At any time, becoming a parent can feel really isolating. You may be in touch with people from work but your time is spent doing very different things to your colleagues. Your mind is thinking about very different things to your colleagues; sometimes we may even feel like we have lost the ability to converse as we can't even remember what day it is! Chatting with people who you used to spend a large part of your day with can be isolating in itself. You hear what "Sally" got up to at drinks on Friday night, or what "Dave" said in the office, and you can realise that life in your workplace is just carrying on without you. You no longer know the "in jokes" and there may be someone else doing your job.
At first there can be lots going on, people visiting to see the new baby, partners on leave with you to support you through the first couple of weeks, but as life at home with a new baby becomes a new rhythm and partners go back to work it can start to feel quite lonely.
I think the most important thing to bring to mind if you start feeling alone is that your feelings are very normal. In research conducted by Action for Children, it was found that 52% of new parents felt both lonely and socially isolated. There has been a huge change in your life and it can be a shock to the system. We can feel very prepared for a new baby but it is very difficult to predict how you are going to feel. Having a baby, actually being responsible for literally keeping another human safe, warm, fed, clean and nurtured is not something we can begin to imagine until it actually happens. We have to get used to a new normal, and when we find that for hours at a time we only have a baby for company it can be a struggle. Even when other people are around we are often feeling too tired to make proper conversation and as we struggle to communicate we can also feel resentful of a partner who still has colleagues and life beyond the house.
Of course this year, 2020, has been unique, with everyone being isolated at home. Being told to stay home can be just as hard especially when you have been used to spending time away from your partner for several hours a day and now perhaps they are working from home. Whilst that may, on the surface, have seemed like a great thing, you can be just as alone because they are not available to you, there is just a physical presence but not a shared experience moment to moment.
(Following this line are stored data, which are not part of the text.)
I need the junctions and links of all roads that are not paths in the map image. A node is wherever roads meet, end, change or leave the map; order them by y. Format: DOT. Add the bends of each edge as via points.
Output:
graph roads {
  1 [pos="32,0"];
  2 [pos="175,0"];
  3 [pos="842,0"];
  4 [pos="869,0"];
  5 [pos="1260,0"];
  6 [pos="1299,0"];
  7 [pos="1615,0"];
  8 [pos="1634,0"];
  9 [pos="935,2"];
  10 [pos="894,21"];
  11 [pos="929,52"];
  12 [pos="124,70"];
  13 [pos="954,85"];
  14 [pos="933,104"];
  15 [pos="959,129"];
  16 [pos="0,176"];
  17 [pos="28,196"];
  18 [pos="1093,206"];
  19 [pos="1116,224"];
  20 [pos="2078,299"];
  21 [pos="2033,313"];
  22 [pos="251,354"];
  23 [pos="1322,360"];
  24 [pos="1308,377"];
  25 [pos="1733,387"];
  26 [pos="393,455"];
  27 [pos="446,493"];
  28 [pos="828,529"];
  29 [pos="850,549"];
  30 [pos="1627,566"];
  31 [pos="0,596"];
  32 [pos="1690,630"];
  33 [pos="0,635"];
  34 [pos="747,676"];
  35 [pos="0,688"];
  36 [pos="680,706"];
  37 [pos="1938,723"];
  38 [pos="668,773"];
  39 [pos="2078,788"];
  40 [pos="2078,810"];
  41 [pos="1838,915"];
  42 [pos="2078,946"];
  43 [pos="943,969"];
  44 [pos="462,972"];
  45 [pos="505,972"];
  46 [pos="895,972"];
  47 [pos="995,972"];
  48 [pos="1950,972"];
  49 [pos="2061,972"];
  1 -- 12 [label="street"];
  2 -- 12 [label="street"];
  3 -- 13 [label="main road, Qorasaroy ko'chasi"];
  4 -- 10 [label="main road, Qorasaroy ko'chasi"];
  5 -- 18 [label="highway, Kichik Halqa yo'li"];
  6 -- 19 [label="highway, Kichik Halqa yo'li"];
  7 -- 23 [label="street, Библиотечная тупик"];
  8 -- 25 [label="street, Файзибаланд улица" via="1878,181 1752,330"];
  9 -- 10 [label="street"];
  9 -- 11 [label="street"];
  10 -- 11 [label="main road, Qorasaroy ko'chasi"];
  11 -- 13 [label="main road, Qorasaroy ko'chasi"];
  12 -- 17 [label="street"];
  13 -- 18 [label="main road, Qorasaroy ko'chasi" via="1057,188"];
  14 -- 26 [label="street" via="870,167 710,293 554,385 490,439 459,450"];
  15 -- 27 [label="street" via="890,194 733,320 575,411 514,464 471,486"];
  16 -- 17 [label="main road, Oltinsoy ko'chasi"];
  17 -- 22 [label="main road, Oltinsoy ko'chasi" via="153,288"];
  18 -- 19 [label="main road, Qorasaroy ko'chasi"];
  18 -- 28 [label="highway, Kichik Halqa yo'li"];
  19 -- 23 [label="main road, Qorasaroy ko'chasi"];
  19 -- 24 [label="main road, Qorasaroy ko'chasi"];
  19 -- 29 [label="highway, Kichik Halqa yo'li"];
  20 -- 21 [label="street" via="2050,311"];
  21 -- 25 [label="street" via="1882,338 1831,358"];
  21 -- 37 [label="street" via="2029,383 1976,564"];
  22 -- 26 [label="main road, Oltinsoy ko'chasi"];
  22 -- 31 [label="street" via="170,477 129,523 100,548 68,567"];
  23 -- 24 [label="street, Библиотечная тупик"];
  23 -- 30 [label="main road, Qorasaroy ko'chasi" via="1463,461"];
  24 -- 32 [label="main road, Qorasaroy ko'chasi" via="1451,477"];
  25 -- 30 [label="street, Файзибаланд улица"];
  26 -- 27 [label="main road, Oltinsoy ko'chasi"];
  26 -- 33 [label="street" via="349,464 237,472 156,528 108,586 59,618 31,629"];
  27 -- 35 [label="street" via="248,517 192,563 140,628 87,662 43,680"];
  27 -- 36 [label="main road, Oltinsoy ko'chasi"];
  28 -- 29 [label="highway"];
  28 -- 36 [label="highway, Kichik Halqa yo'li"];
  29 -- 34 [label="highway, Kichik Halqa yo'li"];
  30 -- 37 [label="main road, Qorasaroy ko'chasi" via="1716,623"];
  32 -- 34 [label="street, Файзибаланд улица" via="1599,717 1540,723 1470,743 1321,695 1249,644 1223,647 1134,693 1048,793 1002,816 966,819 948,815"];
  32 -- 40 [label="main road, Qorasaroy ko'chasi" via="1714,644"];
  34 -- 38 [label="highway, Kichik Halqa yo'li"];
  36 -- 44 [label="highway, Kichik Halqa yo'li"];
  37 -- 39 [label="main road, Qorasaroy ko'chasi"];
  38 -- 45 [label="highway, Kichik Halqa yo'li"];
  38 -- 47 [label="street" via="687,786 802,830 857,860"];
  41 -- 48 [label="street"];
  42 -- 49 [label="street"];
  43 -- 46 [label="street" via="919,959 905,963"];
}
We all have different ways of coping when we feel alone. Technology and social media have been amazing tools at giving us ways of staying in touch with friends and family and a complete necessity during months of being shut away from physically meeting with people. But it can also lead to a false impression that everyone else is having a great life and make you feel more isolated when you are not able to join in. Or perhaps you are seeing other parents posting about amazing things their babies are doing or they are achieving and you start to make comparisons.
To me, I find I feel most isolated when I am not able to connect with myself. When time alone is something I seek to avoid it is a flag to me that I am not listening to what is going on for me. I am avoiding connecting with myself, listening to myself and being honest with myself. Yes, life has changed and now you have another human being to be responsible for; but the best way we can do that is by also looking after ourselves.
When you are feeling alone, even if there are people around you, it's important to be honest about how you are feeling. If you are struggling to put things into words maybe just try writing things down. It is amazing how much physically writing how we are feeling on a piece of paper can help sort your thoughts out. I find that when I write about my feelings, things come out onto the paper that surprise me. I have often been focused only on the feeling part of what is going on and feel consumed by it. By writing what I am feeling I am able to make way for thoughts which are contributing to how I feel and even things I am believing which, when written on paper, can be seen more clearly. The simple act of writing can be cathartic and organise our thoughts and even give us new perspective.
If you have never tried journalling then it might be worth trying. No one but you ever has to read it, and it is just the act of writing that holds the benefits. Having written you never need to look back at it, but it could be a wonderful documentation of your transformation into the parent you aspire to be.